Suyu tuzlu ve sodalıdır. Su seviyesi mevsime bağlı olarak yükselip alçalmaktadır. Gölde; Akdamar, Çarpanak, Kuş ve Adır adaları vardır. Buradaki adalar turistler tarafından ziyaret edilmektedir. Kapalı bir havza olmakla birlikte suları buharlaşma sonucu kaybolmaktadır. Bu durum gölde tuz birikimine neden olmaktadır. Soda üretimi için önemli bir göl durumda olup, akarsu ağızlarında bol miktarda balık yaşamaktadır. Sadece dağlarda eriyen karlar gölü beslemektedir.

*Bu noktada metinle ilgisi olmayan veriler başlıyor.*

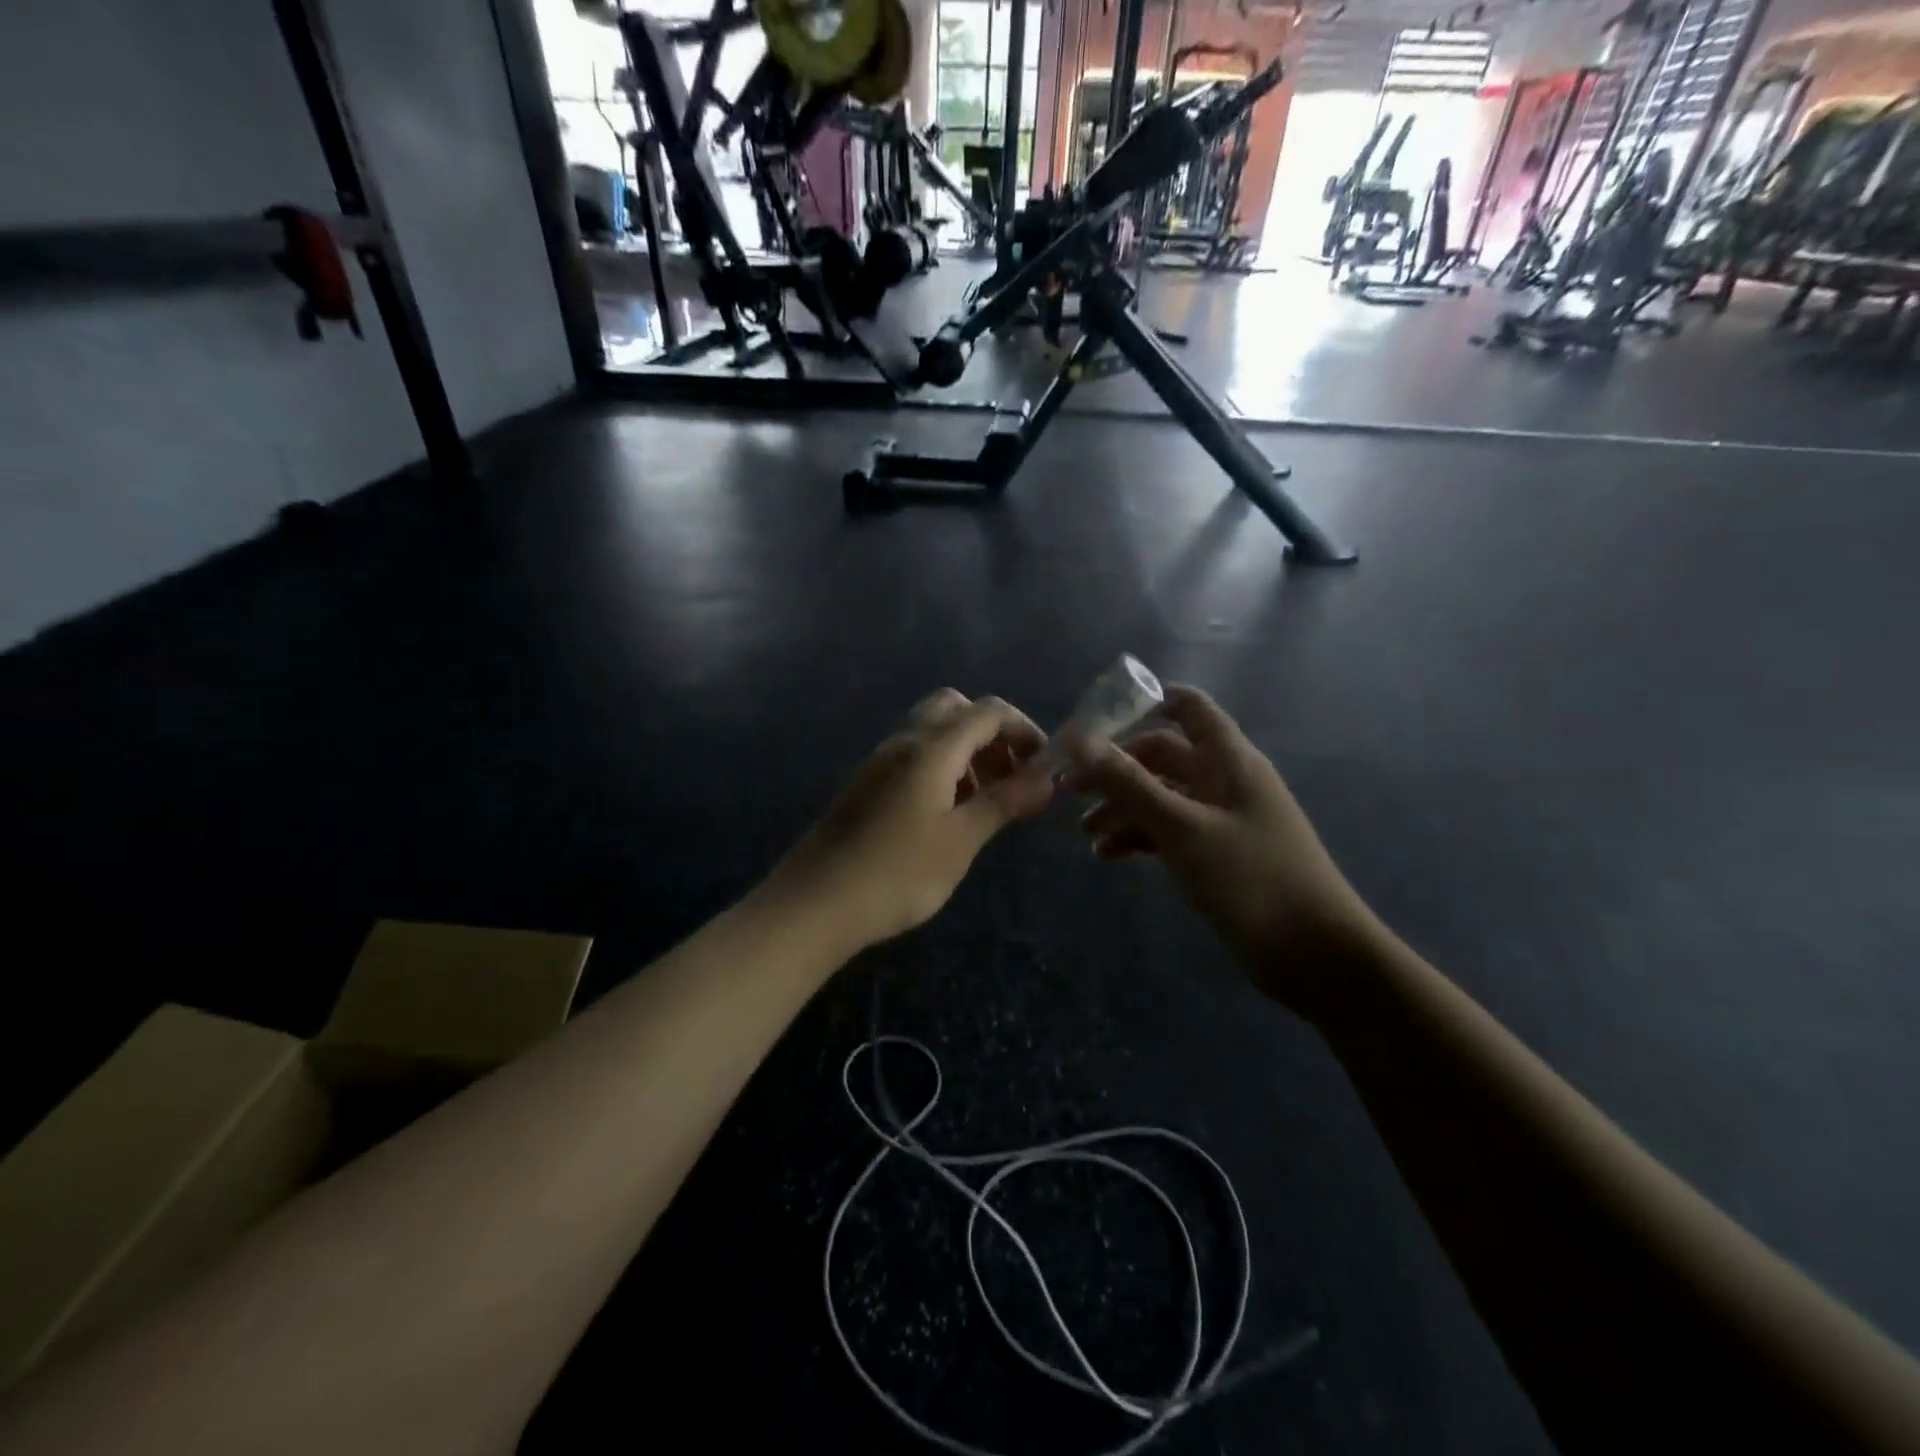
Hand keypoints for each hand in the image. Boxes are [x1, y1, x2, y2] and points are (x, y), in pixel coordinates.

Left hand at [770, 690, 1054, 951]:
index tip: (1044, 766)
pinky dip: (941, 767)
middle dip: (991, 733)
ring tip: (985, 800)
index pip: (988, 711)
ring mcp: (879, 762)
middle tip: (1010, 775)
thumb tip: (1047, 777)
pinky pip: (912, 756)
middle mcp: (904, 742)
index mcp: (931, 748)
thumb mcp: (960, 839)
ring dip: (966, 751)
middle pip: (955, 709)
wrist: (816, 903)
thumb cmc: (897, 872)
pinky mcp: (866, 784)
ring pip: (932, 732)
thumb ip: (1004, 801)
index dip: (1023, 729)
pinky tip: (947, 813)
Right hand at [1070, 686, 1378, 1014]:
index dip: (1146, 702)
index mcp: (1228, 759)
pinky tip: (1111, 855)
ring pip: (1164, 796)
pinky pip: (1172, 830)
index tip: (1097, 721)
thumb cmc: (1249, 878)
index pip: (1189, 707)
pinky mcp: (1219, 854)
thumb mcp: (1181, 827)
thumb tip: (1079, 741)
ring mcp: (1224, 819)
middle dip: (1119, 768)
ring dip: (1124, 807)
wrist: (1314, 954)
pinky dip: (1141, 836)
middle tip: (1072, 789)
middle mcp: (1226, 780)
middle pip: (1164, 756)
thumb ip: (1129, 783)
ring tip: (1087, 834)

Van gölü doğal yapısıyla ve adalarıyla gezilecek yerler arasında yer almaktadır.


Ayrıca ;  
Eski Van Şehri: 1. Dünya Savaşı'na dek Ermeni ve Türkler'in bir arada yaşadığı bir yer olan Eski Van Şehri şu an harabe ve kullanılmaz durumda. Ancak burada halen gezip görebileceğiniz tarihi yapılar mevcut. Eski Van Şehir, Van Kalesi'nin güneyinde yer almaktadır.Bunun dışında kaplıcalar da Van'da mevcuttur.Bu kaplıcalar hem dinlenmek hem de şifa bulmak için yararlıdır.Erciş Doğancı Kaplıcası, Çatak Şeyh Cürüh Kaplıcası, Başkale Kelegom Kaplıcası ve Başkale Dereiçi Kaplıcası,Van'ın başlıca kaplıcalarıdır.

Van Müzesi ve Van Kedi Evi :Diğer gezilecek yerlerdir.Özellikle Urartu uygarlığından kalma çok önemli parçaların sergilendiği Van Müzesi Van gezinizde mutlaka uğramanız gereken yerlerden biri. Arkeolojik kalıntıların yanı sıra el yazmaları ve el sanat ürünleri ile eski savaş aletlerinin de sergilendiği Van Müzesi şehir merkezinde bulunmaktadır. Van Kedi Evi ise Van'ın bir diğer simgesidir.. Van Kedilerinin neslini korumak için kurulmuş olan Van Kedi Evi, Yüzüncü Yıl Üniversitesi'nin kampüsünde yer almaktadır.